Am 23.10.24 um 09:38 schrieb Tvrtko Ursulin:
On 22/10/2024 17:24, Christian König wrote:
Am 22.10.24 um 17:17 schrieb Li, Yunxiang (Teddy):
[Public]
+static uint32_t fold_memtype(uint32_t memtype) {
In general please add prefixes to even static functions, e.g.
amdgpu_vm_ or
amdgpu_bo_.
+ /* Squash private placements into 'cpu' to keep the legacy
userspace view.
*/
+ switch (mem_type) {
+ case TTM_PL_VRAM:
+ case TTM_PL_TT:
+ return memtype
+ default:
+ return TTM_PL_SYSTEM;
+ }
+}
+
+static uint32_t bo_get_memtype(struct amdgpu_bo *bo) {
That whole function belongs into amdgpu_bo.c
Do you mean bo_get_memtype or fold_memtype? I debated whether
bo_get_memtype should go into amdgpu_vm.c or amdgpu_bo.c, and since
it's using fold_memtype and only useful for memory stats because of
folding the private placements I just left them here together with
the other mem stats code.
I can move it to amdgpu_bo.c make it return the memtype verbatim and
just fold it when I do the accounting.
I think that folding GDS, GWS and OA into system is also a bug. We
should really not doing that.
Just wanted to point out for this round that the code to query the
current placement from a BO should probably go into amdgpu_bo.c and
not amdgpu_vm.c
+ struct ttm_resource *res = bo->tbo.resource;
+ const uint32_t domain_to_pl[] = {
+ [ilog2(AMDGPU_GEM_DOMAIN_CPU)] = TTM_PL_SYSTEM,
+ [ilog2(AMDGPU_GEM_DOMAIN_GTT)] = TTM_PL_TT,
+ [ilog2(AMDGPU_GEM_DOMAIN_VRAM)] = TTM_PL_VRAM,
+ [ilog2(AMDGPU_GEM_DOMAIN_GDS)] = AMDGPU_PL_GDS,
+ [ilog2(AMDGPU_GEM_DOMAIN_GWS)] = AMDGPU_PL_GWS,
+ [ilog2(AMDGPU_GEM_DOMAIN_OA)] = AMDGPU_PL_OA,
+ [ilog2(AMDGPU_GEM_DOMAIN_DOORBELL)] =
AMDGPU_PL_DOORBELL,
+ };
+ uint32_t domain;
+
+ if (res)
+ return fold_memtype(res->mem_type);
+
+ /*
+ * If no backing store use one of the preferred domain for basic
+ * stats. We take the MSB since that should give a reasonable
+ * view.
+ */
+ BUILD_BUG_ON(TTM_PL_VRAM < TTM_PL_TT || TTM_PL_VRAM <
TTM_PL_SYSTEM);
+ domain = fls(bo->preferred_domains & AMDGPU_GEM_DOMAIN_MASK);
+ if (drm_WARN_ON_ONCE(&adev->ddev,
+ domain == 0 || --domain >=
ARRAY_SIZE(domain_to_pl)))
It's perfectly legal to create a BO without a placement. That one
just won't have a
backing store.
This is lifted from the previous change I'm rebasing onto. I think
what it’s trying to do is if the BO doesn't have a placement, use
the "biggest" (VRAM > TT > SYSTEM) preferred placement for the
purpose of accounting. Previously we just ignore BOs that doesn't
have a placement. I guess there's argument for going with either
approaches.
I was not arguing, I'm simply pointing out a bug. It's perfectly
valid for bo->preferred_domains to be 0.
So the following WARN_ON() that no bit is set is incorrect.
+ return 0;
+ return fold_memtype(domain_to_pl[domain])
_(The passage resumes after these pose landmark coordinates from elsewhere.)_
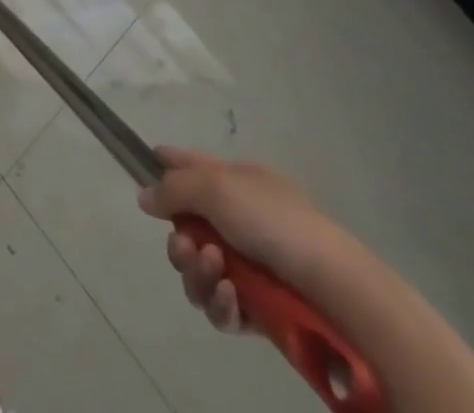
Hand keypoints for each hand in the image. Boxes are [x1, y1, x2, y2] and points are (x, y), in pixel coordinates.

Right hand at [137, 149, 354, 333]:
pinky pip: (221, 306)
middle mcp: (238, 219)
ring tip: (216, 271)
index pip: (191, 164)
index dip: (166, 165)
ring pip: (199, 269)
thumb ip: (174, 188)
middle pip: (186, 226)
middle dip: (179, 241)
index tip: (143, 172)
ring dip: (198, 272)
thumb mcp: (216, 187)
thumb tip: (144, 196)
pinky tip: (231, 298)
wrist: (330, 284)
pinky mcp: (256, 309)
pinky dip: (219, 302)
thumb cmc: (272, 220)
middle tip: (186, 246)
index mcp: (235, 181)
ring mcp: (247, 265)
That would need specular execution mitigation if I'm not completely
mistaken.
Better use a switch/case statement.
Do you mean change the array indexing to a switch statement?
Yes.
Did you mean array_index_nospec?
Yes.
Domain is not a direct userspace input and is calculated from the mask
which sanitized to allowed values prior to this call. So I *think*
switch is an overkill but don't mind it either. Just commenting FWIW.
I missed that the mask is applied.
Thinking more about it I'm not sure if we should do this conversion in
the first place. IIRC Tvrtko you once suggested a patch which switched a
bunch of code to use the TTM placement instead of the UAPI flags.
Going more into this direction I think when we want to look at the
current placement we should probably also use the TTM PL enumeration
directly.
Regards,
Christian.
Regards,
Tvrtko